The following article by Eric Best was published in the February 19, 2015 issue of the Southwest Journal.
Park Board Could Condemn Northeast Land in Hopes of Completing Trail Project
The Minneapolis Parks and Recreation Board unanimously voted Feb. 18 to pursue eminent domain to acquire Northeast riverfront property from Graco Inc. if the company does not negotiate an easement for a trail project.
The Park Board has had its eyes on the land since 2000 when it negotiated with Graco for an easement in exchange for more than $1 million in tax-increment financing from the city to expand its fluid system manufacturing facility in Northeast Minneapolis. If the Park Board doesn’t acquire the easement or land by May 31, it could lose a $1 million grant for the project, which would use the 1.87-acre property to build a trail from north from the Plymouth Avenue Bridge.
Now Graco is looking to negotiate the easement for a section of parkland adjacent to its facility that could become the home for a future headquarters expansion.
“To say this is a disappointment is an understatement,” said President Liz Wielinski, whose district includes Graco’s property, at the meeting Wednesday. “It’s a shame. Truly a shame.”
Graco has been interested in granting the easement since 2000, even supporting the Park Board’s grant application in 2011 when it called the trail project “nationally and regionally significant.” However, Graco spokesman Bryce Hallowell said the company has already completed the TIF requirements and is prepared to provide the easement under mutually acceptable terms.
There has also been confusion if a city staffer gave the company verbal release from the easement negotiations years ago. The Park Board’s resolution acknowledges that the negotiations were never completed due to “miscommunication” between the company, city and the board, but City Council Member Jacob Frey said he hasn’t heard of any verbal or written proof of the release.
In the Park Board’s eyes, the company promised to provide the easement when it received the TIF funding, but the company says it has never finalized the terms of the easement and isn’t obligated to provide it. In a 2000 letter to the city, Graco says while it is “prepared to grant an easement,” “the form and terms of the easement shall be reasonably satisfactory to Graco” and the Park Board.
Hallowell said the company would provide the easement in return for adjacent land on the former Scherer Brothers Lumber site, which the Park Board purchased in 2010 for $7.7 million with the goal of making a new riverfront park.
Nearly two acres of the 11.4-acre site would allow Graco to keep more of its operations in Minneapolis, including a potential headquarters expansion. Hallowell called it a “win-win” deal.

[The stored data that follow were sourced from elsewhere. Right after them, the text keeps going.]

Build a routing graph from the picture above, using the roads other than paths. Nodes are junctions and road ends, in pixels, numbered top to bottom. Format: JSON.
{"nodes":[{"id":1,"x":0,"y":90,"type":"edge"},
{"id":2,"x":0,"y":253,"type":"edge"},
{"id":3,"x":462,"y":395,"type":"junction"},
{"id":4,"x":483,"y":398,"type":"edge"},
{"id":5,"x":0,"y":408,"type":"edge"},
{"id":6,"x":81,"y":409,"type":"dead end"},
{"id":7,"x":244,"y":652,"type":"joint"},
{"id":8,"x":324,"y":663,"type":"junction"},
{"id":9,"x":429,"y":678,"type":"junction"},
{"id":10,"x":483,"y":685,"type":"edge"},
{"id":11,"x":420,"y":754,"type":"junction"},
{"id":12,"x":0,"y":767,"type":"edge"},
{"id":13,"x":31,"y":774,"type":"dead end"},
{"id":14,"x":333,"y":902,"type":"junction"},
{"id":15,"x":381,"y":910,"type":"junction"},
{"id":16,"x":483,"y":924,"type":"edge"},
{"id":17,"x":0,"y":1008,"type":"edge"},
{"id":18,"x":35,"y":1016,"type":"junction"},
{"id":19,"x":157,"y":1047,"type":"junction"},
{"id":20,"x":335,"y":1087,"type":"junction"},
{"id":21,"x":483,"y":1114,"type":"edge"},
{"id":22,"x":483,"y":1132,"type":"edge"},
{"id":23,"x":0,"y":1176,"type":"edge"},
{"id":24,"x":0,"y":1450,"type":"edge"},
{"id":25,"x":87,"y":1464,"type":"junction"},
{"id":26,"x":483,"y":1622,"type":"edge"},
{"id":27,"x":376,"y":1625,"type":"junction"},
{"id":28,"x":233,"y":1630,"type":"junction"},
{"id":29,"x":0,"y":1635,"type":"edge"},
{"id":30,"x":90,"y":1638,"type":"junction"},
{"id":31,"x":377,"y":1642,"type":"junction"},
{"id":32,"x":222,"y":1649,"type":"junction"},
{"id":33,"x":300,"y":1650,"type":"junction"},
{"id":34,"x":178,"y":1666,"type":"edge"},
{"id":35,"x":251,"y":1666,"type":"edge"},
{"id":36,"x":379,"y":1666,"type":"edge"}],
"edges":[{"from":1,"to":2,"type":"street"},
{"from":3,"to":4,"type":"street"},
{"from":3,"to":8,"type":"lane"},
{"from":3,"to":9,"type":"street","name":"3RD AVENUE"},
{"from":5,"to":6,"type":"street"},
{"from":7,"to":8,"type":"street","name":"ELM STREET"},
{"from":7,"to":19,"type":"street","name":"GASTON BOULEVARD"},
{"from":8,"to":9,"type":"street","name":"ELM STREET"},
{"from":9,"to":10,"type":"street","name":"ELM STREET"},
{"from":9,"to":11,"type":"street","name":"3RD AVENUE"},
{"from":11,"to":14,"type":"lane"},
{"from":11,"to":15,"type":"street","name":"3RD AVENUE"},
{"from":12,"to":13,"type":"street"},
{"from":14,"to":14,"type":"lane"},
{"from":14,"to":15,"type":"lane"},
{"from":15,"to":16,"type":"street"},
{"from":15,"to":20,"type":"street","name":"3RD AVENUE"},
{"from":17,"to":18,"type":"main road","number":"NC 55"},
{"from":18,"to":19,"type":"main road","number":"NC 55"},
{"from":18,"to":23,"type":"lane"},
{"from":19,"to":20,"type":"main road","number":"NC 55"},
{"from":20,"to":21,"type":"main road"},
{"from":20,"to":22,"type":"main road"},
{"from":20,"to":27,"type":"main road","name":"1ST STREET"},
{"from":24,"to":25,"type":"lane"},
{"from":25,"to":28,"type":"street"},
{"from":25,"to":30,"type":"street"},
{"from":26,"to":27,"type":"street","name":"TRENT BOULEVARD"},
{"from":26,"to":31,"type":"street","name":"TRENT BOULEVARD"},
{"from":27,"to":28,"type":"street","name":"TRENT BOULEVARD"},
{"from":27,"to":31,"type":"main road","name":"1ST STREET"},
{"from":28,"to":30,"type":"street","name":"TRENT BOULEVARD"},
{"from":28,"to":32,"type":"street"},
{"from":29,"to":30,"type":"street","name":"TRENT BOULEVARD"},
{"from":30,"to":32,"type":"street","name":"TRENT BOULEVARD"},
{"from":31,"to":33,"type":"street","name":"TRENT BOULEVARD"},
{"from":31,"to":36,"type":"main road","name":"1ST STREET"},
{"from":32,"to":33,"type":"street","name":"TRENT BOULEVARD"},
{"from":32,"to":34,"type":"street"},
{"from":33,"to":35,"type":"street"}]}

If the company could expand its campus onto this land, then the Park Board would get the easement and the city would have the increased tax base and the trail, he said.
Adjacent to the park component of the Scherer site, the Park Board owns 3.6 acres of land intended for development, according the park’s master plan. However, the boards hopes potential developments would “complement park character,” like a restaurant, which the master plan says would benefit park users.
The future park on the site just downriver of the Broadway Avenue Bridge would be part of the Above the Falls Regional Park.
Graco has grown rapidly in the past two decades, opening facilities in Rodgers in 1996 and 2014 and in Anoka in 2006. Graco’s net sales surpassed $1 billion in 2012 and it employs 2,700 people worldwide. The company manufactures lubricants, abrasives and other products for industrial use.
Under the Park Board’s resolution, it will pursue negotiations with Graco, and if that fails, it would condemn the land for the easement.
Many commissioners voiced disapproval with Graco’s terms and suggested it look to its existing land to expand, including several acres of surface parking on its Northeast campus.
“They’re greedy,” Commissioner Scott Vreeland said. “They have surface parking… There’s enough land in that location for what they want.”
Commissioner John Erwin said the trail on Graco’s land and the nearby park that would go on the Scherer site would “enhance the entire area for their employees.”
“Everyone I know in Northeast is disappointed in Graco,” he said.
For more than a decade, the Park Board has acquired numerous acres of riverfront parkland in Northeast as part of its Above the Falls Regional Park master plan and RiverFirst initiatives, which began in 2000 and 2012, respectively. The easement would allow the Park Board to extend its East Bank trail system 1,000 feet along the Mississippi River, which Wielinski said would not cause any major disturbances to Graco’s operations.
“This is an excellent opportunity for Graco to be a good community member and grant an easement without undue hardship,” she told the Journal.